PROBLEM: Could you retype all of the entries exactly, without their pictures?

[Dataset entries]

* * *

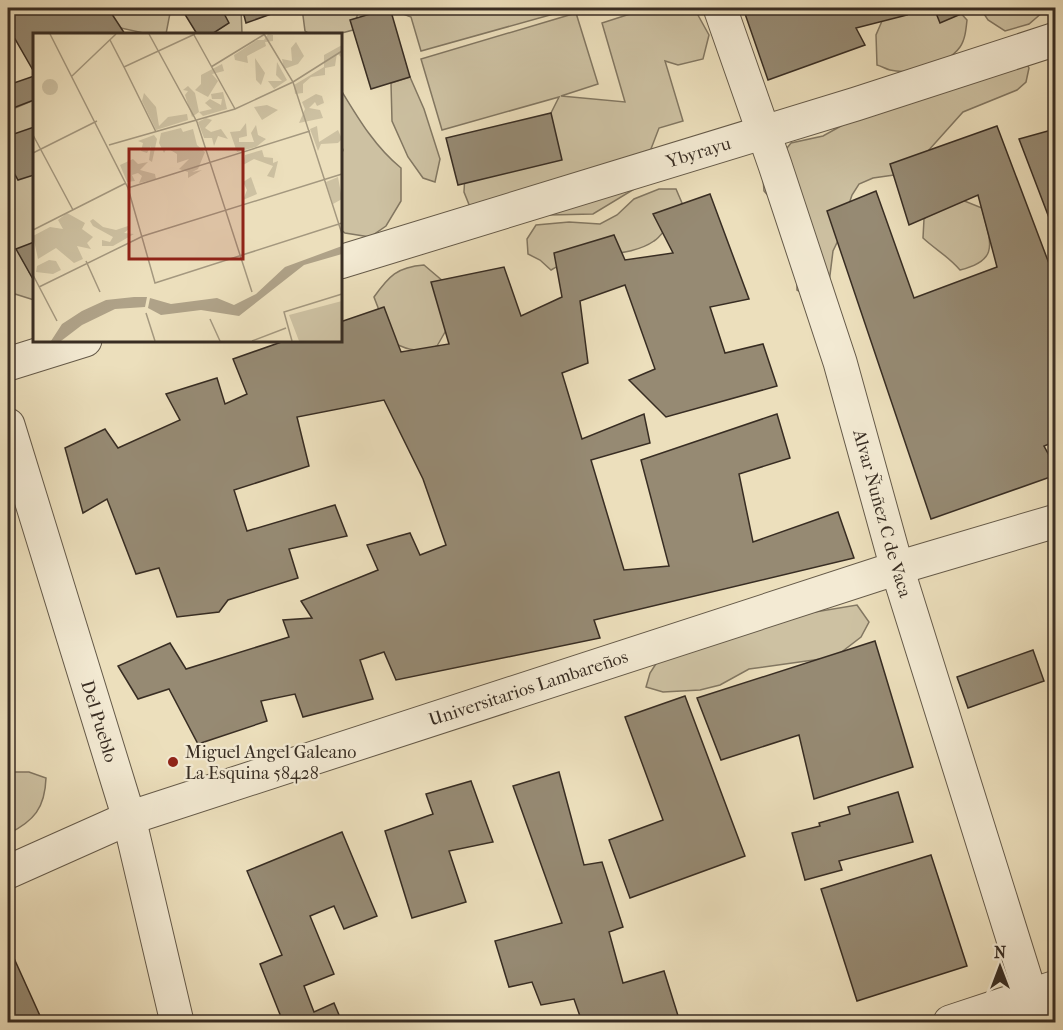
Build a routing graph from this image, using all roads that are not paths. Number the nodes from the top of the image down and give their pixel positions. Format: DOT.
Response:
graph roads {
  1 [pos="720,8"];
  2 [pos="1056,39"];
  3 [pos="764,132"];
  4 [pos="342,261"];
  5 [pos="79,342"];
  6 [pos="8,364"];
  7 [pos="8,425"];
  8 [pos="1056,520"];
  9 [pos="897,568"];
  10 [pos="129,818"];
  11 [pos="8,872"];
  12 [pos="1041,1002"];
  13 [pos="177,1023"];
  14 [pos="950,1023"];
  1 -- 3 [label="street, Alvar Ñuñez C de Vaca"];
  2 -- 3 [label="street, Ybyrayu"];
  3 -- 4 [label="street, Ybyrayu"];
  3 -- 9 [label="street, Alvar Ñuñez C de Vaca"];
  5 -- 6 [label="street"];
  7 -- 10 [label="street, Del Pueblo"];
  8 -- 9 [label="street, Universitarios Lambareños"];
  9 -- 10 [label="street, Universitarios Lambareños"];
  9 -- 12 [label="street, Alvar Ñuñez C de Vaca"];
  10 -- 11 [label="street, Universitarios Lambareños"];
  10 -- 13 [label="street, Del Pueblo"];
  12 -- 14 [label="street"];
}
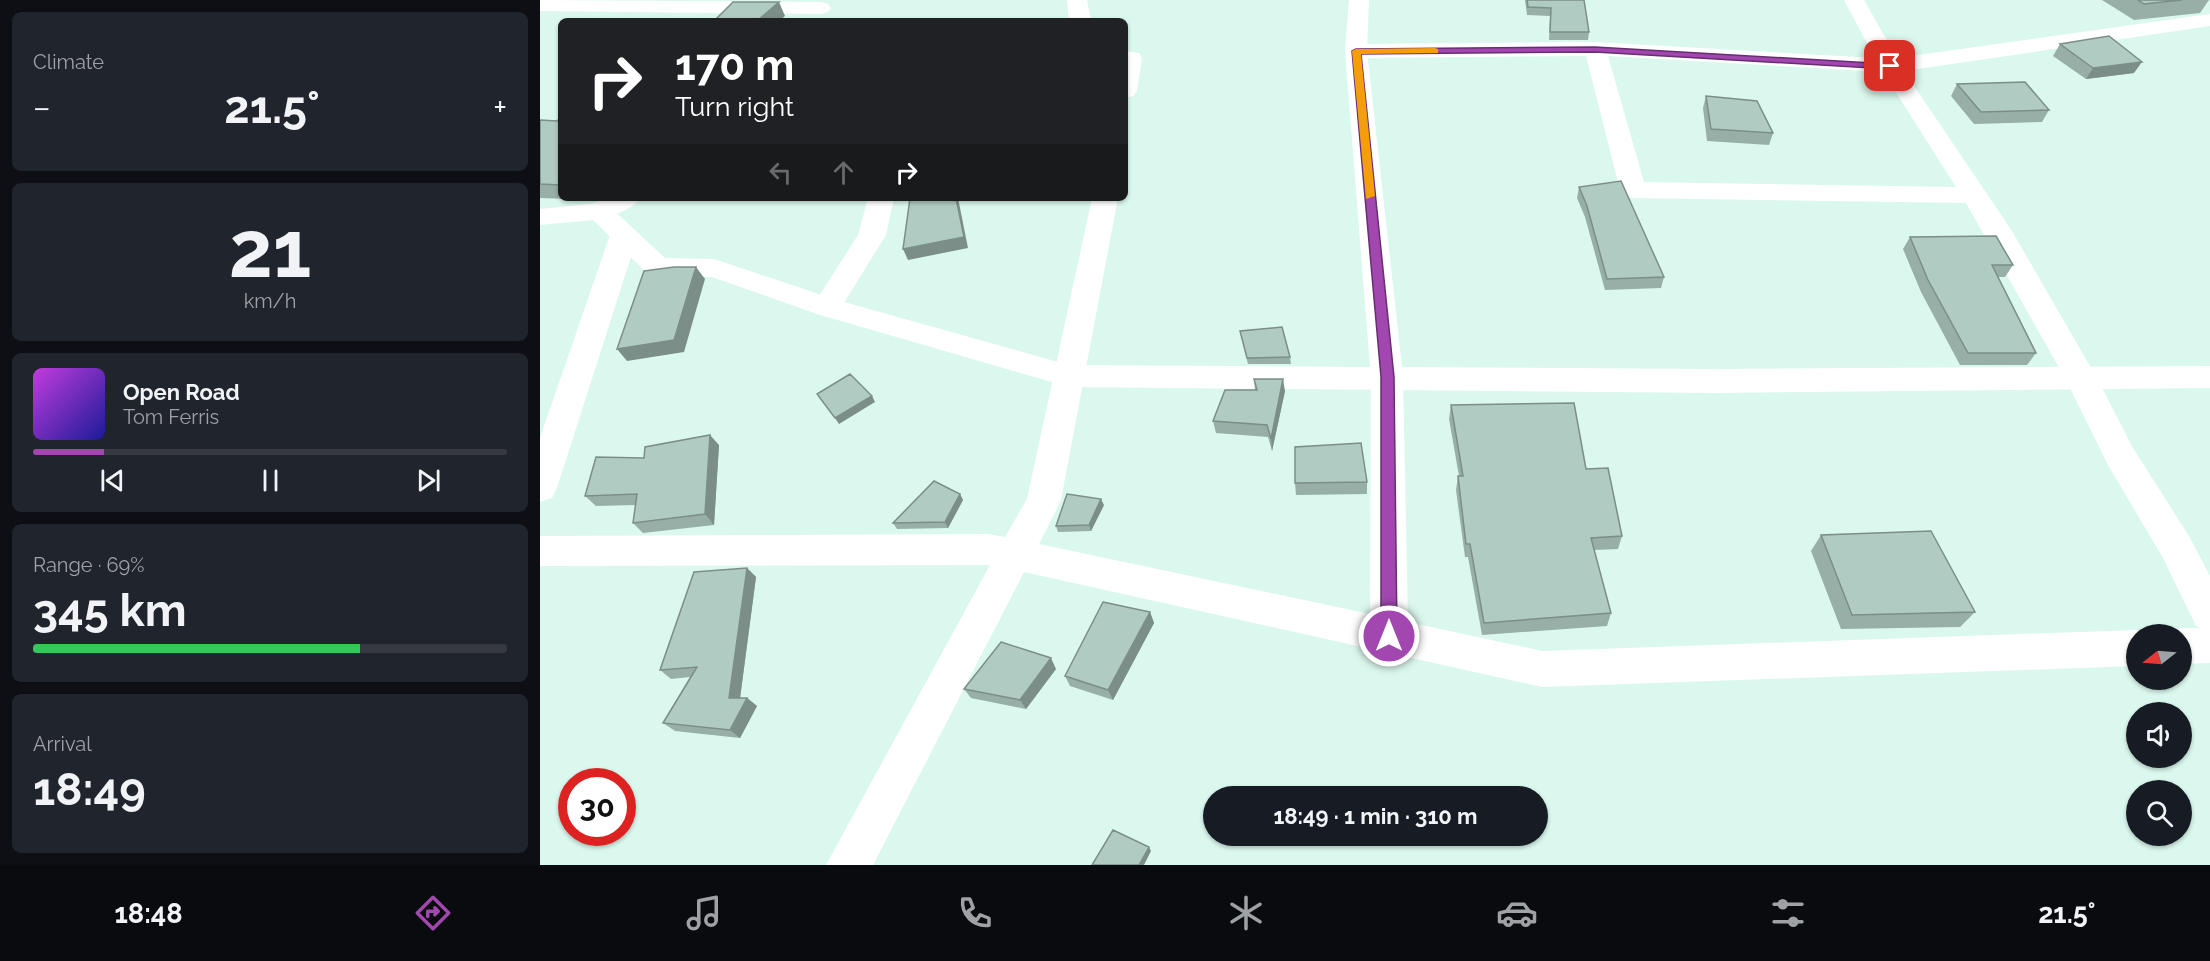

* * *

RESULT BELOW:
Build a routing graph from this image, using all roads that are not paths. Number the nodes from the top of the image down and give their pixel positions. Format: DOT.
Response:
graph roads {
  1 [pos="720,8"];
  2 [pos="1056,39"];
  3 [pos="764,132"];
  4 [pos="342,261"];
  5 [pos="79,342"];
  6 [pos="8,364"];
  7 [pos="8,425"];
  8 [pos="1056,520"];
  9 [pos="897,568"];
  10 [pos="129,818"];
  11 [pos="8,872"];
  12 [pos="1041,1002"];
  13 [pos="177,1023"];
  14 [pos="950,1023"];
  1 -- 3 [label="street, Alvar Ñuñez C de Vaca"];
  2 -- 3 [label="street, Ybyrayu"];
  3 -- 4 [label="street, Ybyrayu"];
  3 -- 9 [label="street, Alvar Ñuñez C de Vaca"];
  5 -- 6 [label="street"];
  7 -- 10 [label="street, Del Pueblo"];
  8 -- 9 [label="street, Universitarios Lambareños"];
  9 -- 10 [label="street, Universitarios Lambareños"];
  9 -- 12 [label="street, Alvar Ñuñez C de Vaca"];
  10 -- 11 [label="street, Universitarios Lambareños"];
  10 -- 13 [label="street, Del Pueblo"];
  12 -- 14 [label="street"];
}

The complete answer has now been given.